◆ **AIM OF THE TASK**
Each record that follows is to be duplicated exactly, though its pictures are not.

◆ **Images with bounding boxes**

---*---

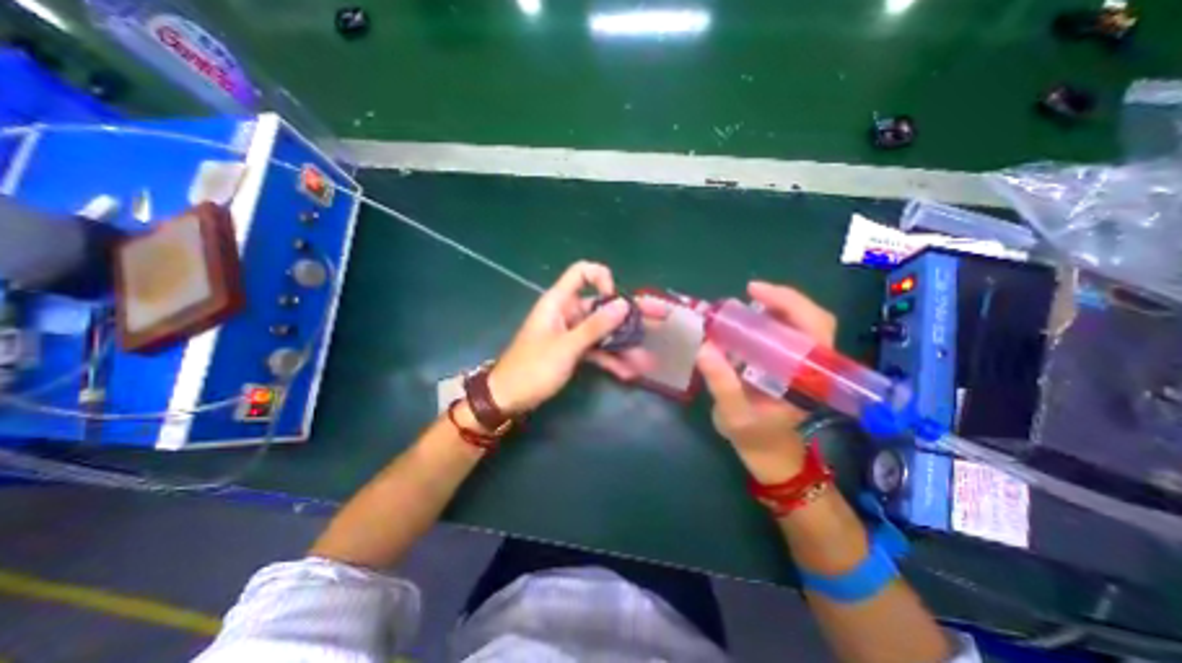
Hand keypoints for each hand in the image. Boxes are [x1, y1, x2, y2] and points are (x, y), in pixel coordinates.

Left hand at [482, 261, 664, 416]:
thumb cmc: (533, 368)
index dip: (602, 279)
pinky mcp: (573, 351)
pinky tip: (628, 373)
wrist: (508, 398)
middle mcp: (568, 313)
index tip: (614, 300)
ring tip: (646, 361)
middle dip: (630, 315)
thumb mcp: (566, 347)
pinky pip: (596, 349)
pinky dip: (610, 359)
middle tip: (661, 318)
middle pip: (602, 306)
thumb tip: (623, 304)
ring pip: (603, 331)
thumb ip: (596, 326)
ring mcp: (572, 333)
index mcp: (559, 302)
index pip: (582, 273)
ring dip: (624, 345)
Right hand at [696, 279, 834, 481]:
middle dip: (782, 299)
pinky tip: (745, 320)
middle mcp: (812, 366)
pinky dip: (766, 319)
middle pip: (812, 320)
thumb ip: (723, 385)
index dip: (791, 303)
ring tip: (743, 304)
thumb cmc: (753, 435)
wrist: (766, 450)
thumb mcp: (734, 414)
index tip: (756, 291)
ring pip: (799, 323)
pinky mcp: (788, 362)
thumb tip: (704, 348)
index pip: (816, 330)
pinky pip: (784, 332)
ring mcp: (801, 362)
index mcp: (809, 378)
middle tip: (748, 291)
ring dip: (774, 307)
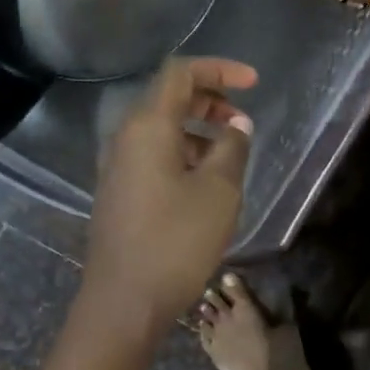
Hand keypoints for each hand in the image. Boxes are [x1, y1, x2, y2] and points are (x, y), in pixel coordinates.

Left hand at [83, 57, 257, 333]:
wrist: (124, 300)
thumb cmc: (176, 241)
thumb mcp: (218, 191)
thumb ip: (232, 148)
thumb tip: (236, 126)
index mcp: (147, 126)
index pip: (180, 73)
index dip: (218, 69)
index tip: (253, 84)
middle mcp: (125, 139)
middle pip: (167, 99)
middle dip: (209, 100)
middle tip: (241, 121)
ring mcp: (116, 167)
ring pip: (160, 130)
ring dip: (196, 130)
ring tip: (229, 155)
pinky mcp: (117, 193)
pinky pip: (151, 157)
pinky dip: (181, 154)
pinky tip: (203, 182)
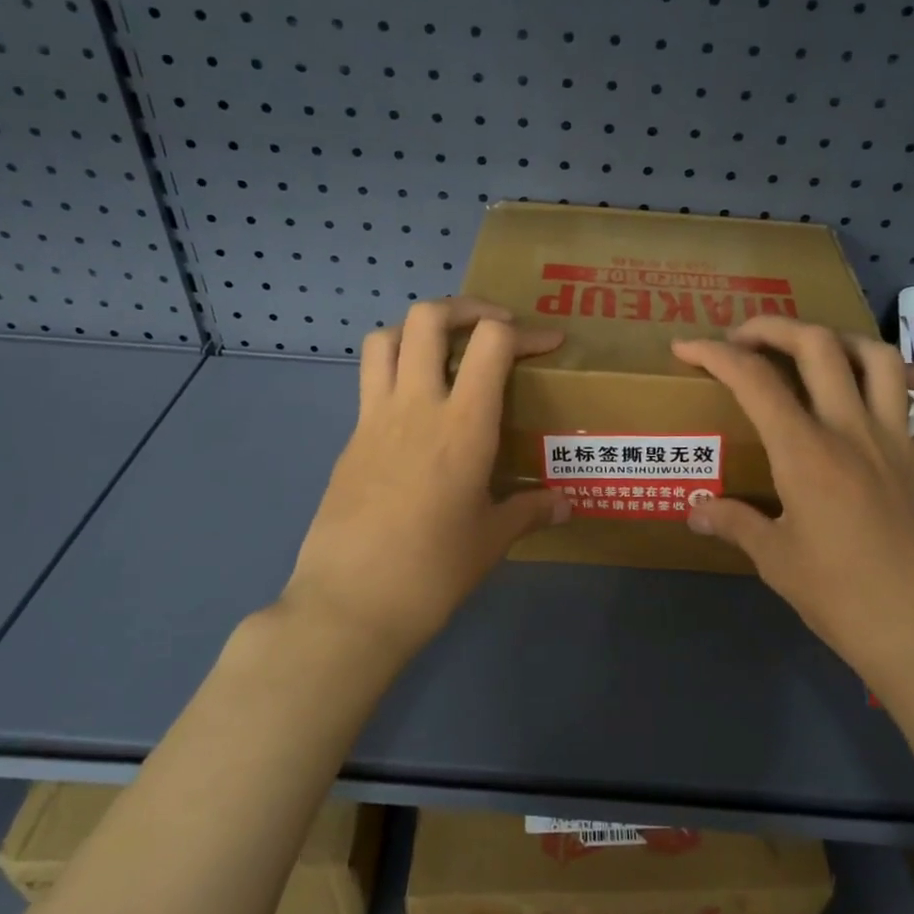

---*---

◆ **RESPONSE BOX**
Hand keypoints for each hand in the image. Boxes are [x1, y1, x2, y2] and points are (x, y), in pixel coordinates.

Left hand at [482, 261, 664, 416]:
thumb cmc: (533, 368)
index dip: (602, 279)
pinky mcp: (573, 351)
pinky tip: (628, 373)
wrist: (508, 398)
middle mcp: (568, 313)
index tip: (614, 300)
ring tip: (646, 361)
middle dip: (630, 315)
thumb mcp: (566, 347)
pinky pip: (596, 349)
pinky dip: (610, 359)
middle tip: (661, 318)
middle pip: (602, 306)
thumb tip: (623, 304)
ring pip: (603, 331)
thumb ip: (596, 326)
ring mcp: (572, 333)
index mcp: (559, 302)
index pip: (582, 273)
ring dip: (624, 345)
Right hand at [696, 279, 834, 481]:
middle dip: (782, 299)
pinky tip: (745, 320)
middle mcp: (812, 366)
pinky dip: (766, 319)
middle pip: (812, 320)
thumb ip: (723, 385)
index dip: (791, 303)
ring tip: (743, 304)
thumb cmc: (753, 435)
wrist: (766, 450)
thumb mcp: (734, 414)
index tip: (756, 291)
ring pip: (799, 323)
pinky mcp: (788, 362)
thumb tip: (704, 348)
index pip: (816, 330)
pinky pip: (784, 332)
ring mcp: (801, 362)
index mcp: (809, 378)
middle tip: (748, 291)
ring dip: (774, 307)
Hand keypoints for each hand in the image. Boxes are [x1, y1, x2, y2] and points are (x, y), in pixel coordinates.

Left hand at [83, 57, 257, 333]:
wrist: (124, 300)
thumb cmc: (176, 241)
thumb mcp: (218, 191)
thumb ip: (232, 148)
thumb tip: (236, 126)
index mcp: (147, 126)
index pip: (180, 73)
index dip: (218, 69)
index tip: (253, 84)
middle mcp: (125, 139)
middle pip: (167, 99)
middle dip: (209, 100)
middle tip: (241, 121)
ring mcp: (116, 167)
ring pip: (160, 130)
ring dip: (196, 130)
ring tip: (229, 155)
pinky mcp: (117, 193)
pinky pip: (151, 157)
pinky dip: (181, 154)
pinky tip: (203, 182)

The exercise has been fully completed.